On Saturday, Conor McGregor, arguably the best pound-for-pound UFC fighter, will ditch the Octagon and gloves for a ring and slightly heavier gloves to take on Floyd Mayweather Jr., arguably the best pound-for-pound boxer of his generation.
We’ve never before seen an MMA-boxing crossover between two stars of this magnitude–not even close, actually–but there have been some instances when noteworthy UFC fighters or boxers tried the other sport.
UFC Fighters Boxing
Perhaps the most noteworthy example would be Anderson Silva. “The Spider,” widely regarded as the greatest mixed martial artist of all-time, twice entered the boxing ring. In 1998, after just two professional MMA bouts, he lost to Osmar Luiz Teixeira via second-round TKO, and in 2005, still before he had joined UFC, he beat Julio Cesar De Jesus via second-round KO.

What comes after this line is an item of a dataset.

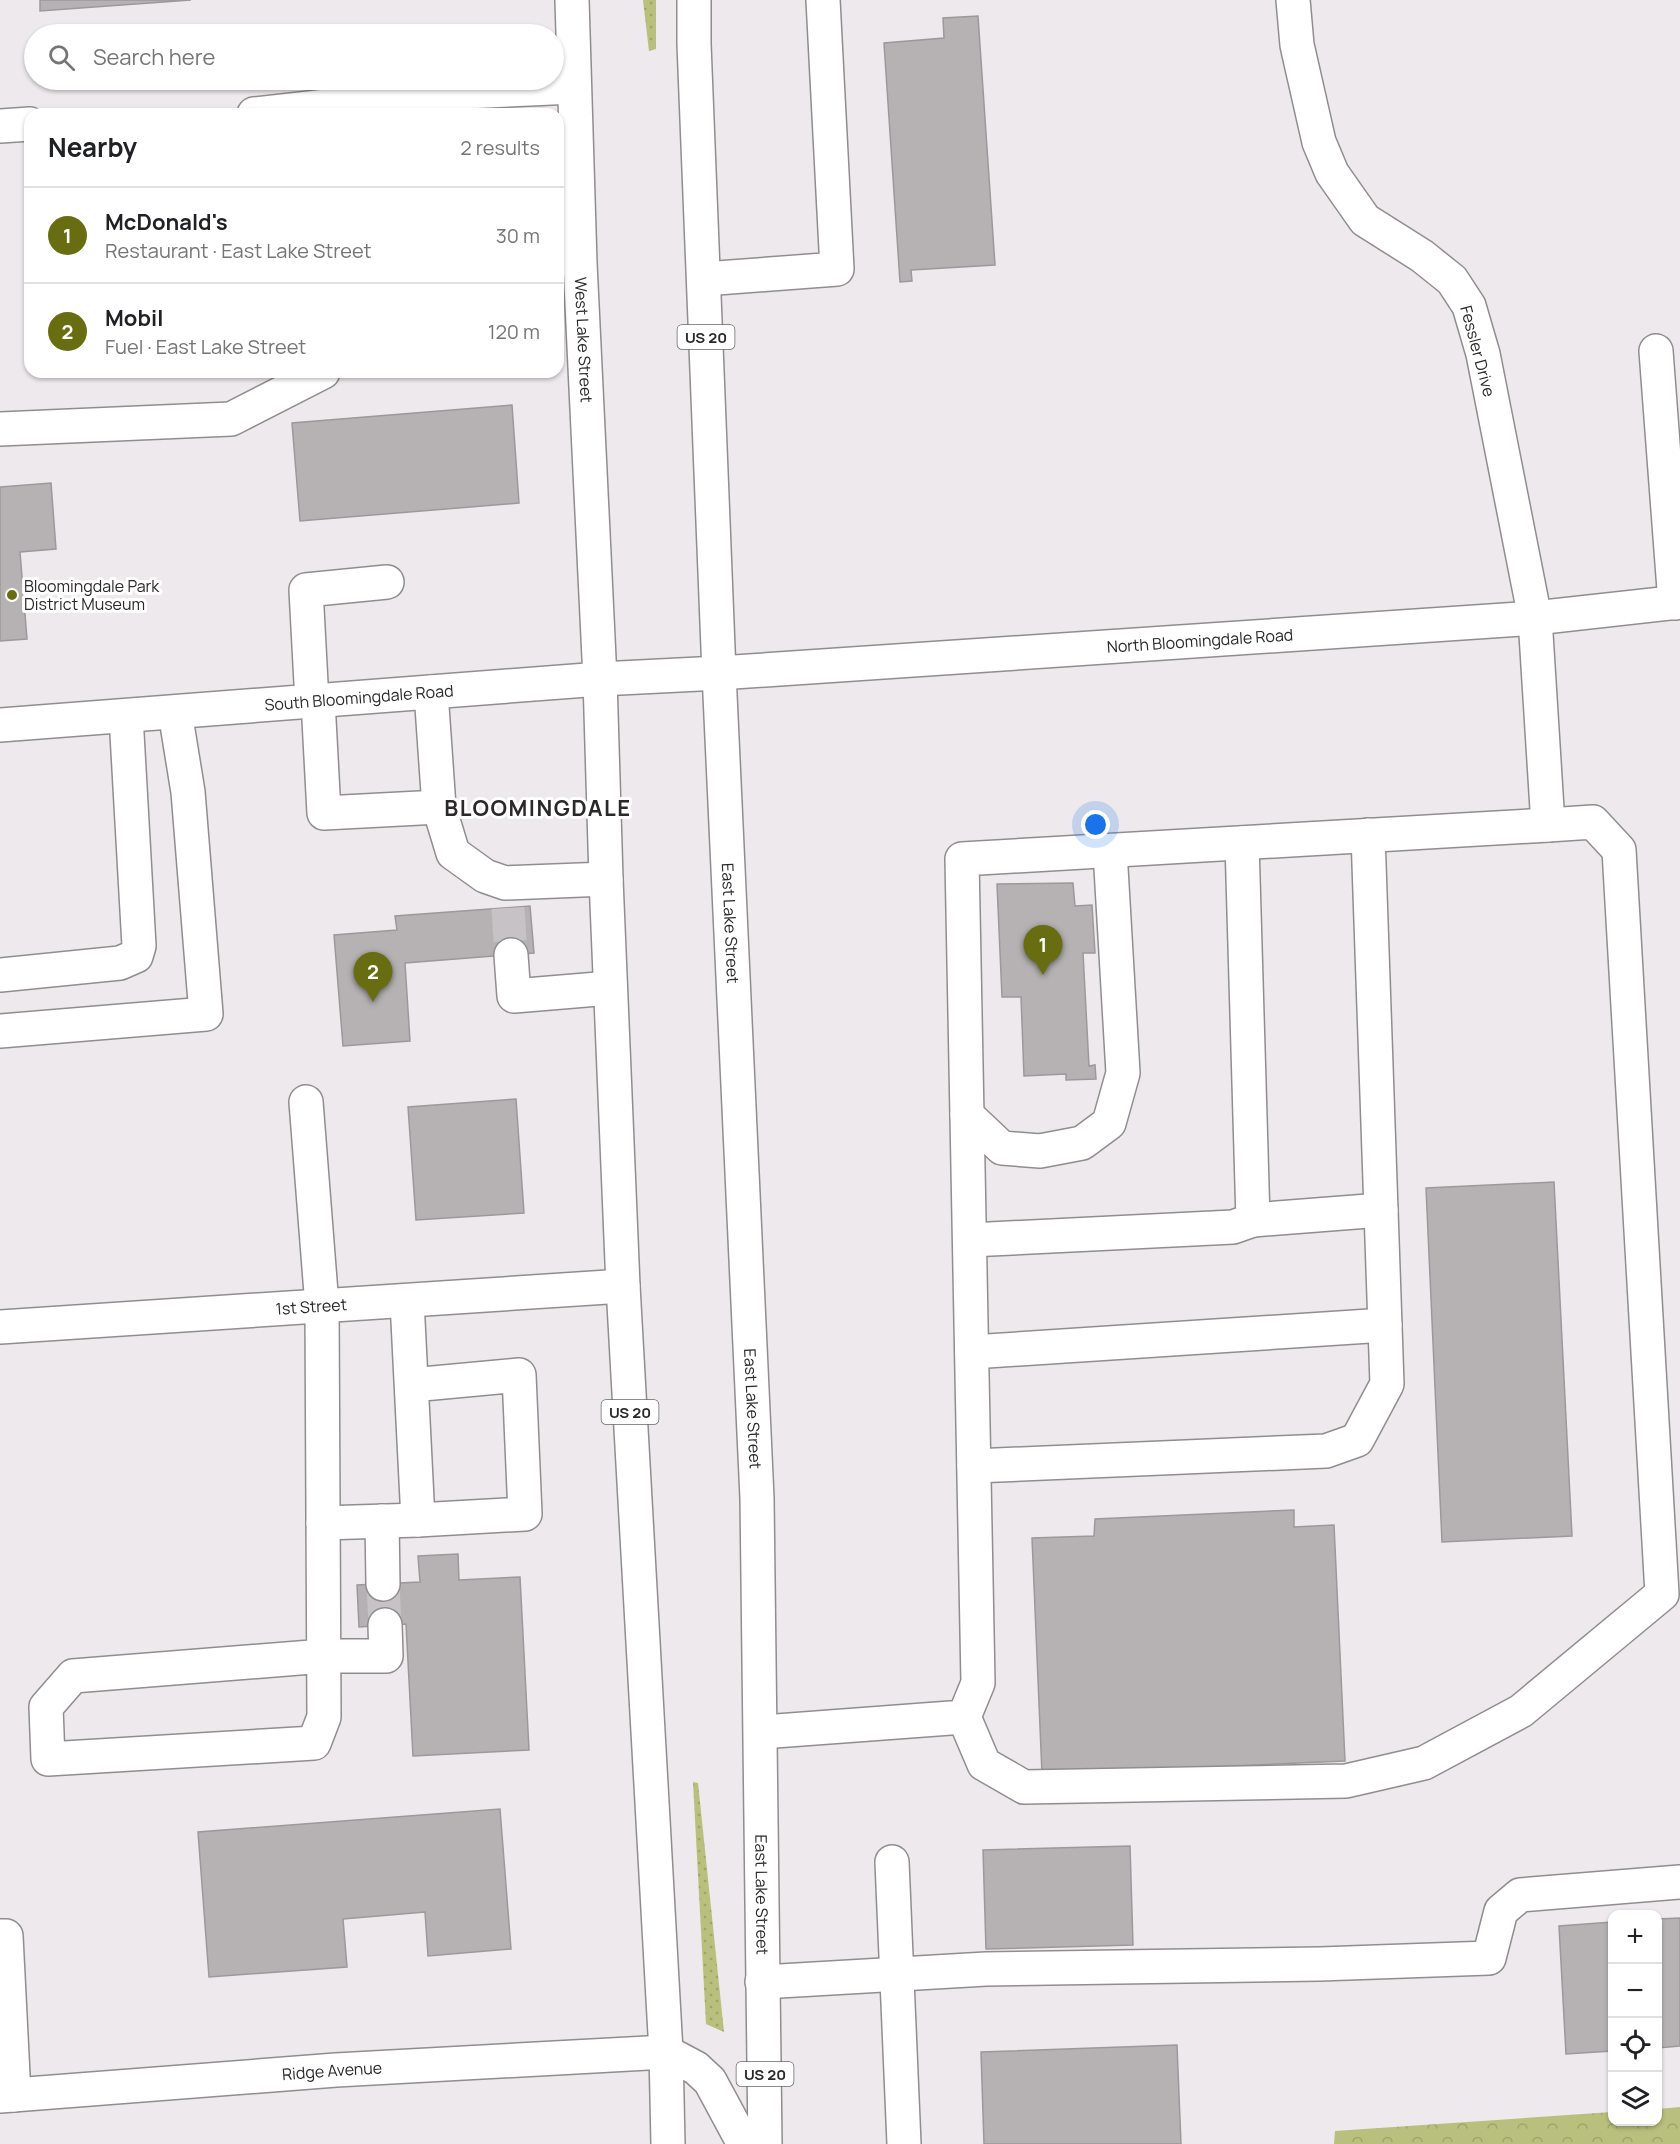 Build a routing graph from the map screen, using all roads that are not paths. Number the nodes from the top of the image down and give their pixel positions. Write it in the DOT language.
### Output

There were preliminary discussions of a Silva vs. Roy Jones Jr. boxing match, but that never came to fruition.
In 2005, Nick Diaz took time in between his wins at UFC 51 and UFC 53 to box Alfonso Rocha, who was making his professional debut but ultimately went 7-4. The fight went the full six rounds, with Diaz walking away as the winner via unanimous decision.
Diaz has said he would return to the boxing ring, but his UFC contract is currently preventing that from happening.
A year after Diaz’s win, Vitor Belfort, who at the time was a former UFC Light Heayvweight champ, knocked down someone named Josemario Neves three times in the first round, winning his lone professional bout via KO:
Possibly the most successful crossover, KJ Noons spent a lot of time in the 2000’s going back and forth between MMA and boxing. While he was 13-9 in MMA (2-3 in UFC), he went 11-2 in the boxing ring with five knockouts.
Other notable mixed martial artists to dabble in boxing include Donald Cerrone (lost to Geoffrey Spruiell in 2003), Carlos Condit (lost to Donnel Wade in 2004) and Mark Hunt (0-1-1 in two professional fights).
Boxers in MMA Fights
This one is a little less common, but there have been some instances of it happening.
In 1993, Art Jimmerson–who at the time was 25-5 as a professional boxer–made the jump to MMA to fight Royce Gracie at UFC 1. Gracie would win via first-round submission, go on to win the UFC 1 tournament and establish himself as one of the most influential individuals in the sport of MMA.
Not only is that fight somewhat legendary because of what Gracie would eventually become, but also because Jimmerson wore one boxing glove–earning the nickname Art “One Glove” Jimmerson in the process–and humorously never stood even a sliver of a chance.
Video of that fight starts at the 4:25 mark here:
In 2010, heavyweight boxing champ James Toney took on former UFC heavyweight and light heavyweight champ Randy Couture, and once again it was a mismatch of colossal proportions. At UFC 118, Couture took Toney down less than a minute into the fight and ultimately forced a submission a couple minutes later with the greatest of ease.
“It’s unfair to put a guy in there with one discipline, even if he’s trained for several months,” said Dana White, somewhat ironically knowing what awaits the boxing world on Saturday night in Las Vegas.